Critics, including past and present lawmakers, say this allows a loophole in transparency.

Consider one example. In April 2016, Citizen Action for Political Education, an election-focused division of the public employees union SEIU, donated $10,000 to House Speaker Tina Kotek’s campaign fund. In August 2016, Kotek moved $30,000 to Future PAC House Builders, a pool fund designed to help elect Democrat candidates. It fulfilled this duty in late October by sending $8,500 to Ray Lister in a last-ditch effort to help him overcome Republican Richard Vial.

The public can see each individual transaction on the Secretary of State’s website, but they can’t see the web that connects them. There’s no way to tell whether it was CAPE money that funded Lister’s campaign, some of Kotek’s, or both.

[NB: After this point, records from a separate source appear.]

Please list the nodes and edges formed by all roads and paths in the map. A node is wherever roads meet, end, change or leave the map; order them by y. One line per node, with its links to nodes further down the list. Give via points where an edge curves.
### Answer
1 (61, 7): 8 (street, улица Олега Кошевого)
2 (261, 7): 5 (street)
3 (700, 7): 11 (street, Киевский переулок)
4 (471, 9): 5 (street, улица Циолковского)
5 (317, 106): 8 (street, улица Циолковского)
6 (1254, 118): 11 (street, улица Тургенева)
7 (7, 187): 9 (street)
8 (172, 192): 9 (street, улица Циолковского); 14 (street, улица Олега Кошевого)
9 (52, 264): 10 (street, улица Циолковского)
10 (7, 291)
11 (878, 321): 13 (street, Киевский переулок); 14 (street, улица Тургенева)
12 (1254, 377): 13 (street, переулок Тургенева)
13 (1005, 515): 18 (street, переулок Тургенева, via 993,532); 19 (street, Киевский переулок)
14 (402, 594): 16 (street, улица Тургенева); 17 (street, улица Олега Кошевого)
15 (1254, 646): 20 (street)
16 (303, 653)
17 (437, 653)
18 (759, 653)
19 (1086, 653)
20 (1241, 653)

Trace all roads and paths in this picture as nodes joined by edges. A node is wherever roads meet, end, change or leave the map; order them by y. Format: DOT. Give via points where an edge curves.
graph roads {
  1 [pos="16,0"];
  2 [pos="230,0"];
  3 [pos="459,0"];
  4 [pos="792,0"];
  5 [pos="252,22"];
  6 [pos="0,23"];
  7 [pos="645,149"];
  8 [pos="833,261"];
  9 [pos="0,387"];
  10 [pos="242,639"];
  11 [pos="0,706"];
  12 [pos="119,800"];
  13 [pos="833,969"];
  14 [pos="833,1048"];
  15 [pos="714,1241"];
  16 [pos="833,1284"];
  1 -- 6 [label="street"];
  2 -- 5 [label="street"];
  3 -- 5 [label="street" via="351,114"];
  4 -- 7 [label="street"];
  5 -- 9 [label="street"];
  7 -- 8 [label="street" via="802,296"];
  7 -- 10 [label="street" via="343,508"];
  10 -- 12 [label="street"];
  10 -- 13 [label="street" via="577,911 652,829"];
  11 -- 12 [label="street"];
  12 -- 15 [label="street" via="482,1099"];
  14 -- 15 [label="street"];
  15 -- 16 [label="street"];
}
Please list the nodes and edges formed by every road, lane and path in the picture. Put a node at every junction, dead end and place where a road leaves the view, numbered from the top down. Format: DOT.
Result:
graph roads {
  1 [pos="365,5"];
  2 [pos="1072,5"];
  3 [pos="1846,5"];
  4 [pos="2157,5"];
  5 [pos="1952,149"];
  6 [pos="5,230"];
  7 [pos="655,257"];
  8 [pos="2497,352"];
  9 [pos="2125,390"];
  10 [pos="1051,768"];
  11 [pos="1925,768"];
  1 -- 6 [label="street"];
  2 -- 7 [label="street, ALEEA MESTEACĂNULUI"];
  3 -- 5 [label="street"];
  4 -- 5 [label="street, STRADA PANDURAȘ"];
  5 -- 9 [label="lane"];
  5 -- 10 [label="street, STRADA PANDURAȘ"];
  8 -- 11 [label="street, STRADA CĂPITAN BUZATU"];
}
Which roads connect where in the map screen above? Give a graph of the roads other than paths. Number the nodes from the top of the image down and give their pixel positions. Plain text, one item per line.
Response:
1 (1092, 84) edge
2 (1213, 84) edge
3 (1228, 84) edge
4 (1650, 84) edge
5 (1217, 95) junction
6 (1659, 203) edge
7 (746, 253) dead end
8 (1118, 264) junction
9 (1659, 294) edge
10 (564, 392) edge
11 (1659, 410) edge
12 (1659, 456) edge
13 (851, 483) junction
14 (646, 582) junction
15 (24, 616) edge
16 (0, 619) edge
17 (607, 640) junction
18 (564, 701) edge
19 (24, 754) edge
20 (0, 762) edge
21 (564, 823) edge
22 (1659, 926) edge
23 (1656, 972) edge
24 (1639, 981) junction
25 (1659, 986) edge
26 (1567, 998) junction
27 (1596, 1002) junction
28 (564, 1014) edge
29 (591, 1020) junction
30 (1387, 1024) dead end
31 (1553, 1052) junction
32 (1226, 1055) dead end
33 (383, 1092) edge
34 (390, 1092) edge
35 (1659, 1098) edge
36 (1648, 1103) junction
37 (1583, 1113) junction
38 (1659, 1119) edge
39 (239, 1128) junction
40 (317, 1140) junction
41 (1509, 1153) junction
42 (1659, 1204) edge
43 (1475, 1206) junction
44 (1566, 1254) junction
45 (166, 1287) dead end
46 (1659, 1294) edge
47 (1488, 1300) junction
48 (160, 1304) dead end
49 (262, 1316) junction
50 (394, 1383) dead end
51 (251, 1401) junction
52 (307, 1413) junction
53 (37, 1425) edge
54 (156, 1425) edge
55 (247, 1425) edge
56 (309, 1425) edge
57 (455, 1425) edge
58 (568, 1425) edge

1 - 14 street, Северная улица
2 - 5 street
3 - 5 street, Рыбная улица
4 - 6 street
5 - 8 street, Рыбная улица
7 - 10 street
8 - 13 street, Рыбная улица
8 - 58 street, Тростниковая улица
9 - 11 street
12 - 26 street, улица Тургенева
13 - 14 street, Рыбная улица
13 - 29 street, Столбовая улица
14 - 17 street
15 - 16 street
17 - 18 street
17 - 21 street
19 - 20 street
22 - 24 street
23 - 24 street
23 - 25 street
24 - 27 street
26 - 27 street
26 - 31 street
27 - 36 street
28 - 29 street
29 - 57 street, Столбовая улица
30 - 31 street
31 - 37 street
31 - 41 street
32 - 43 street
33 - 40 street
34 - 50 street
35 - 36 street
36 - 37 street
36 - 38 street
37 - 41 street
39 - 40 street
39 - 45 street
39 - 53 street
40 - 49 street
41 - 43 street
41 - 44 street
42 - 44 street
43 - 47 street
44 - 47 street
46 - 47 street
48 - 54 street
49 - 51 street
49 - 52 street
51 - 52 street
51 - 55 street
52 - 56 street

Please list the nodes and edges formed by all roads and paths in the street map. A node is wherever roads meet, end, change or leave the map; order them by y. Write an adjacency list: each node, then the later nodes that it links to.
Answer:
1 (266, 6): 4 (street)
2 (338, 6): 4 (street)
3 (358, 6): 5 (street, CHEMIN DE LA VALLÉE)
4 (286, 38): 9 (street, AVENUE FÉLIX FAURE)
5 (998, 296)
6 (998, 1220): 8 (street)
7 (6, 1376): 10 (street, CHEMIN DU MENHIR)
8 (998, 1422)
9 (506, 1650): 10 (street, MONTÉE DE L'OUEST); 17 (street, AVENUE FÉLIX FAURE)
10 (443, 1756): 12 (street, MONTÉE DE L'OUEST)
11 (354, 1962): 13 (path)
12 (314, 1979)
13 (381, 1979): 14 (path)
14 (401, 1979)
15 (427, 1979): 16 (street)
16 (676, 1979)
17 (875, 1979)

The finance database doesn’t track money once it moves through more than one committee or campaign fund, and candidates aren’t required to disclose original sources for pass-through contributions.

“That would be a really difficult thing to do,” said Jennifer Hertel, a compliance specialist and lead worker on the campaign finance team at the Secretary of State’s office.

Hertel said the Legislature has a strong hand in what her office is working on. So, until regulation requires they expand to that level of transparency, it’s unlikely to happen.

“Until you have something like that as a mechanism to require it, the resources are going to be used for other things,” she said.

Transactions between legislators, or between legislators and re-election funds, are…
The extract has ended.